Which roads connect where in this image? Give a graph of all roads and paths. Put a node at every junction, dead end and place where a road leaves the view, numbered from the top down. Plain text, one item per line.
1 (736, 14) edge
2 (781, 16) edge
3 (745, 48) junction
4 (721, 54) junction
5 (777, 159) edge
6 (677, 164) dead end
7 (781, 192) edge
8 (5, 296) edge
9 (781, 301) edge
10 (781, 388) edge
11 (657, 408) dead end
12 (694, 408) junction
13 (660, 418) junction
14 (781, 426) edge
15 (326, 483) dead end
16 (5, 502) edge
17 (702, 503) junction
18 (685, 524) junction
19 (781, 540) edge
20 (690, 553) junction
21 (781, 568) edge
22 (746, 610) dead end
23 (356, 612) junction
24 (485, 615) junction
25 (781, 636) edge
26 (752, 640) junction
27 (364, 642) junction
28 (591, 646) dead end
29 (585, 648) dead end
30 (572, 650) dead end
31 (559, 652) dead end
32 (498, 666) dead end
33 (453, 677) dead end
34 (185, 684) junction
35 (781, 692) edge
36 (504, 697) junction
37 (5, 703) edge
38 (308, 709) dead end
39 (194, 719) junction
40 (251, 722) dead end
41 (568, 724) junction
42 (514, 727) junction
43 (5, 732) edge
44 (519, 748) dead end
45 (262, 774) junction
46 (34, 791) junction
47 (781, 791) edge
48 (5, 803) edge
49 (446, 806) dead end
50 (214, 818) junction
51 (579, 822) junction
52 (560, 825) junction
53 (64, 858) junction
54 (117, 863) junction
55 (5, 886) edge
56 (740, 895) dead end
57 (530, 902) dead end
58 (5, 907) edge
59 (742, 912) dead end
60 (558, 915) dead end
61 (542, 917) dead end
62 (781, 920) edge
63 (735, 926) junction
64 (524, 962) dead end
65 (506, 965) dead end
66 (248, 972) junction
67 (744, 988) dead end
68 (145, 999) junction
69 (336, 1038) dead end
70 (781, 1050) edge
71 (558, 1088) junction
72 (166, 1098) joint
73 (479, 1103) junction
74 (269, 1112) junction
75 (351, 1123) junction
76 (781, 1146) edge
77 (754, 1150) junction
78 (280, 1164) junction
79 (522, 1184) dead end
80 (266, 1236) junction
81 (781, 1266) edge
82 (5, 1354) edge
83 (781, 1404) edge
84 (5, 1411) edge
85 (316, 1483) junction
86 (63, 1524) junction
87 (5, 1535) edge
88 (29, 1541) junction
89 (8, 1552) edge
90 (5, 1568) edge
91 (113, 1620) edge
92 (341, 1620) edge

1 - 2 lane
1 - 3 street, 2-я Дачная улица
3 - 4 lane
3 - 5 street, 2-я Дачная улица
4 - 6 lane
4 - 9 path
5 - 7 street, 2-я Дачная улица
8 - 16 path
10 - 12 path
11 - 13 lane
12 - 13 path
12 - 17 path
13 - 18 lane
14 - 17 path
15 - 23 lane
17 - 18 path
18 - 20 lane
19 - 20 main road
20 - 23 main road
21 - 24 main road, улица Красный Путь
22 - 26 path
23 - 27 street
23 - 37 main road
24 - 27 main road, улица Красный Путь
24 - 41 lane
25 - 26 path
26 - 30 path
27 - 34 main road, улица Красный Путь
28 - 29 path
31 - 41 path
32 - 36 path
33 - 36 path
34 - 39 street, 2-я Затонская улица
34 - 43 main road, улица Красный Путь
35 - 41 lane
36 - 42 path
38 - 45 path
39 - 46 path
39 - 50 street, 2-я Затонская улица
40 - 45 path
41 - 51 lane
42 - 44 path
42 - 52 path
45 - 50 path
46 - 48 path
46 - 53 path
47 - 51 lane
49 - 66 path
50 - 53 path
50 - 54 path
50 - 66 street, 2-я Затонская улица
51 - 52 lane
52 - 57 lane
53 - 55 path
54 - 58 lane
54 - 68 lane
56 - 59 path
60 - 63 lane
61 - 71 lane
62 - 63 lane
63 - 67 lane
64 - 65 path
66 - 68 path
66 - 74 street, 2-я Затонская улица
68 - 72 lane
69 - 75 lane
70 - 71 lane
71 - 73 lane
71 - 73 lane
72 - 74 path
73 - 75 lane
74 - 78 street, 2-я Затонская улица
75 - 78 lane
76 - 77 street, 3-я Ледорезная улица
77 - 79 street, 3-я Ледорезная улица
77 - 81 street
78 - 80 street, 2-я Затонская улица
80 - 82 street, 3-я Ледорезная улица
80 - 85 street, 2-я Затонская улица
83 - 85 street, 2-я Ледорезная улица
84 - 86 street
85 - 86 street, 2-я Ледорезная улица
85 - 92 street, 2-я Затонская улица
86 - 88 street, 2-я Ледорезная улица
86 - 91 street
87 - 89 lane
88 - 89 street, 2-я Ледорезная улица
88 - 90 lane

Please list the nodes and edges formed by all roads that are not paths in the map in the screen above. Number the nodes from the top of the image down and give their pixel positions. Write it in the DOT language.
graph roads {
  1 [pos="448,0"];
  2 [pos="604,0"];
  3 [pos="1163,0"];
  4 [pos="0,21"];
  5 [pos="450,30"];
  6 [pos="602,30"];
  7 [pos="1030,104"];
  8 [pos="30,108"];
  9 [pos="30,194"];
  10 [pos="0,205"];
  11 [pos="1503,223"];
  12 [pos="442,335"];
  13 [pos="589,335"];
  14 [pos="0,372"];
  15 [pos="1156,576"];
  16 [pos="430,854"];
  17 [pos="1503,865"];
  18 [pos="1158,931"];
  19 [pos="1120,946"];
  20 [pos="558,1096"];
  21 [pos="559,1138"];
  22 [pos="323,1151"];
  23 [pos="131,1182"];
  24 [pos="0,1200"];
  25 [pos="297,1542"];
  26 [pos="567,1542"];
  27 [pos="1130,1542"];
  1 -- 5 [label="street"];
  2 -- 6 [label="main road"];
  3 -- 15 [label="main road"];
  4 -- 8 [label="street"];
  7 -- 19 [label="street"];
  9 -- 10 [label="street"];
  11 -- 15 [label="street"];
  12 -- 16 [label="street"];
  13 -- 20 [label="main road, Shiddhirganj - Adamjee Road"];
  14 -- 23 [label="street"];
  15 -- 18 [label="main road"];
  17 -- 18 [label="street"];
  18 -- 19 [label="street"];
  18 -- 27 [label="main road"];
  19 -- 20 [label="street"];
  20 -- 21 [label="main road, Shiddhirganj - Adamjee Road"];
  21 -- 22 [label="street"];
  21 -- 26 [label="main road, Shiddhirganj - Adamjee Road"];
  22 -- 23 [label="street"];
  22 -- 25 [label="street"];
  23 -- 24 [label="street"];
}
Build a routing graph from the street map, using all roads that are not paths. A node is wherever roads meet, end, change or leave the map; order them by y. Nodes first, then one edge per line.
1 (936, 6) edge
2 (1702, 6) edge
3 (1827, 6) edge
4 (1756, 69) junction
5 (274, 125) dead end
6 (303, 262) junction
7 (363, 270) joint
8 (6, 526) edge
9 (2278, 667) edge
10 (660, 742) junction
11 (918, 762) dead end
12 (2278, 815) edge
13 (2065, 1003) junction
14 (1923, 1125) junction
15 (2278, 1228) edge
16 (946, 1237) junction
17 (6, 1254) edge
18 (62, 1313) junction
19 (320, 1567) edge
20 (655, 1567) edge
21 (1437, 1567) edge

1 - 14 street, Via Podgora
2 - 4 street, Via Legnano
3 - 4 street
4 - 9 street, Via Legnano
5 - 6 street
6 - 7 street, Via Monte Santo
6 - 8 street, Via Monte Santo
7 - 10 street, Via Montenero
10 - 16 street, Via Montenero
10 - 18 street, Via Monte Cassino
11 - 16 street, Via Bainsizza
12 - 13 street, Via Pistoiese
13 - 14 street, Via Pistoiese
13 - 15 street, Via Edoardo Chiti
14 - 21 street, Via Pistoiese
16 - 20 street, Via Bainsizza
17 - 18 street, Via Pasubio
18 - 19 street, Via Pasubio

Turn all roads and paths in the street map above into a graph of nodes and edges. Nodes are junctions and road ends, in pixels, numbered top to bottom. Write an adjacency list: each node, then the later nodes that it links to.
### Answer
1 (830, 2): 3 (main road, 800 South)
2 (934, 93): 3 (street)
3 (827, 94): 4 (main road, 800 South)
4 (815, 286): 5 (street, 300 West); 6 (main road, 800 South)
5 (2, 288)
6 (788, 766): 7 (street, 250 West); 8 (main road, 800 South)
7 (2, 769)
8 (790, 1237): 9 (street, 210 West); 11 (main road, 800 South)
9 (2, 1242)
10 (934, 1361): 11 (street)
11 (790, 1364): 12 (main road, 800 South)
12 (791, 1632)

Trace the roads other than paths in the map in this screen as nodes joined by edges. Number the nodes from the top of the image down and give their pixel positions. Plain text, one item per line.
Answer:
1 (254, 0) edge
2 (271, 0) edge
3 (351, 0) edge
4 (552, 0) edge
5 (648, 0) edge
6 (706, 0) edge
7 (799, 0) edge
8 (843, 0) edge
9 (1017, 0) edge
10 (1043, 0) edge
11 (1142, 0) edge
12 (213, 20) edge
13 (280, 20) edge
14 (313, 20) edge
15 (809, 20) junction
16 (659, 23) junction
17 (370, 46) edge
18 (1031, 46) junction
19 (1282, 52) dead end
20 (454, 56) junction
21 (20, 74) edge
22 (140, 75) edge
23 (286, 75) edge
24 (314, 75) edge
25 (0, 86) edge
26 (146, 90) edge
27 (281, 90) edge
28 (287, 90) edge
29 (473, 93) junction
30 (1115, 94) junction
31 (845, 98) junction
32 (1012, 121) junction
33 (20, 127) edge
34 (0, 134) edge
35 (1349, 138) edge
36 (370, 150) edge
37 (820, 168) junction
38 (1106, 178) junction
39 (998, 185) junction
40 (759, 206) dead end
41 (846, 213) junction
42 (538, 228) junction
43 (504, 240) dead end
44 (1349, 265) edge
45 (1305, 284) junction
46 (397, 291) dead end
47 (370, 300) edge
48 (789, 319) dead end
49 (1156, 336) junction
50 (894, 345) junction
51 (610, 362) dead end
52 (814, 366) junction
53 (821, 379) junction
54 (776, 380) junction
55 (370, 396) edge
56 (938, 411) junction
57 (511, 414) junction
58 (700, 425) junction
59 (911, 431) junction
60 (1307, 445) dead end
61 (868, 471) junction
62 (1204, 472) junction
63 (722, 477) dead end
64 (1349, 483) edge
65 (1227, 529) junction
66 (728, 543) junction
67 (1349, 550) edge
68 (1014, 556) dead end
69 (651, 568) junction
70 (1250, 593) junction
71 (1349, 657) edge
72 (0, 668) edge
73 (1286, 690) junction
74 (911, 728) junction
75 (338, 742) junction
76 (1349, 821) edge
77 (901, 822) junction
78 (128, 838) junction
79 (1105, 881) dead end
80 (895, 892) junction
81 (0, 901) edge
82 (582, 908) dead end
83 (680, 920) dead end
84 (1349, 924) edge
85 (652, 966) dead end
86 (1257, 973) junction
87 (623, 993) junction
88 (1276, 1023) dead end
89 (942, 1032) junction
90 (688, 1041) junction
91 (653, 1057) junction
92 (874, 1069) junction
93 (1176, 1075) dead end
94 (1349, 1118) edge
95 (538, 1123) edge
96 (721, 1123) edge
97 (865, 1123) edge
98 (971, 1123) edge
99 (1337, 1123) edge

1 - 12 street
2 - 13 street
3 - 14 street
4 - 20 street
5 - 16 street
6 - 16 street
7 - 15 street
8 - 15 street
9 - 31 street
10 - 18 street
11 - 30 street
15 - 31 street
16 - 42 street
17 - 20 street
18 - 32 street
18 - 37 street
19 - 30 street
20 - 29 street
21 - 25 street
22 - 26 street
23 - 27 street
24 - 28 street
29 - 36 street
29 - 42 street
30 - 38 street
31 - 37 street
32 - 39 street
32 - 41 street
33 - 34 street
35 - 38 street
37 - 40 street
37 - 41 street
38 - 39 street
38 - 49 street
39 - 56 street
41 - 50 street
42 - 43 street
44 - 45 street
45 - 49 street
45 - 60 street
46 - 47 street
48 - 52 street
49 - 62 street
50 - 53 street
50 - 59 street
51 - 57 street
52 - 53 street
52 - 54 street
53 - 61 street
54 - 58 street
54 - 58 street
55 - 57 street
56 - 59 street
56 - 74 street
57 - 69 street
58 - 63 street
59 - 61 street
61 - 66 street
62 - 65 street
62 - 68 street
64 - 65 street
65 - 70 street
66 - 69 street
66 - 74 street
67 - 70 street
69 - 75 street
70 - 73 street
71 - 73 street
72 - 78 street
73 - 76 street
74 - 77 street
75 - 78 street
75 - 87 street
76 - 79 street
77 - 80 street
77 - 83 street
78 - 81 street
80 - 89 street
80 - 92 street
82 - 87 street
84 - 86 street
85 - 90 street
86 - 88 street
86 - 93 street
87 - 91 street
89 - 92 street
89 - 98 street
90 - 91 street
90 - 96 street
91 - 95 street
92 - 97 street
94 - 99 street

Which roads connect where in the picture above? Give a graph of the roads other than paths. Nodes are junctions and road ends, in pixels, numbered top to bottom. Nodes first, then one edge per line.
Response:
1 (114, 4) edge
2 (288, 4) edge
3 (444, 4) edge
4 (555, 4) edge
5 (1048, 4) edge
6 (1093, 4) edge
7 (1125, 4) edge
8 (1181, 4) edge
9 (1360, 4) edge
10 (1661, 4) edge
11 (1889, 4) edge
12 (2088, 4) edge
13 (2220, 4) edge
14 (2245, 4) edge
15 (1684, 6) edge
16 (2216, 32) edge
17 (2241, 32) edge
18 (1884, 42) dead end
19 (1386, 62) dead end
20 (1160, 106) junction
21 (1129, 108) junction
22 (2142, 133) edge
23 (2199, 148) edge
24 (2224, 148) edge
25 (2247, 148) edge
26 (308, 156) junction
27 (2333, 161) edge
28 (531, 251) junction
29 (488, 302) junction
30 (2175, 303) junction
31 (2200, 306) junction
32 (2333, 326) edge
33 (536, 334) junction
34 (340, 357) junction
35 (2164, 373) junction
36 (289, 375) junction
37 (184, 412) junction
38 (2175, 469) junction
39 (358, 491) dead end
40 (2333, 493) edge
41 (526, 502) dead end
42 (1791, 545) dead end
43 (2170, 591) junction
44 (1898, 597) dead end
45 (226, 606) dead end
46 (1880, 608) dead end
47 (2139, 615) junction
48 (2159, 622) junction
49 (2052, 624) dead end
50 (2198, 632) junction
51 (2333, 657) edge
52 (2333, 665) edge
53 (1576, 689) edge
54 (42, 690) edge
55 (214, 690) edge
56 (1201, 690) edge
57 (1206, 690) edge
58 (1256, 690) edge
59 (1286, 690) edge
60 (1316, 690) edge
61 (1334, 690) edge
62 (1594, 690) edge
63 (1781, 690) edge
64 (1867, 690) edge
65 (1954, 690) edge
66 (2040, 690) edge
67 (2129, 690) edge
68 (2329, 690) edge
-.-.-
▶ **ABOUT THIS EXERCISE**:
Search the data for the string "Bainsizza" and copy out every line where it is found.

▶ **TASK SOLUTION**:
11 - 16 street, Via Bainsizza
16 - 20 street, Via Bainsizza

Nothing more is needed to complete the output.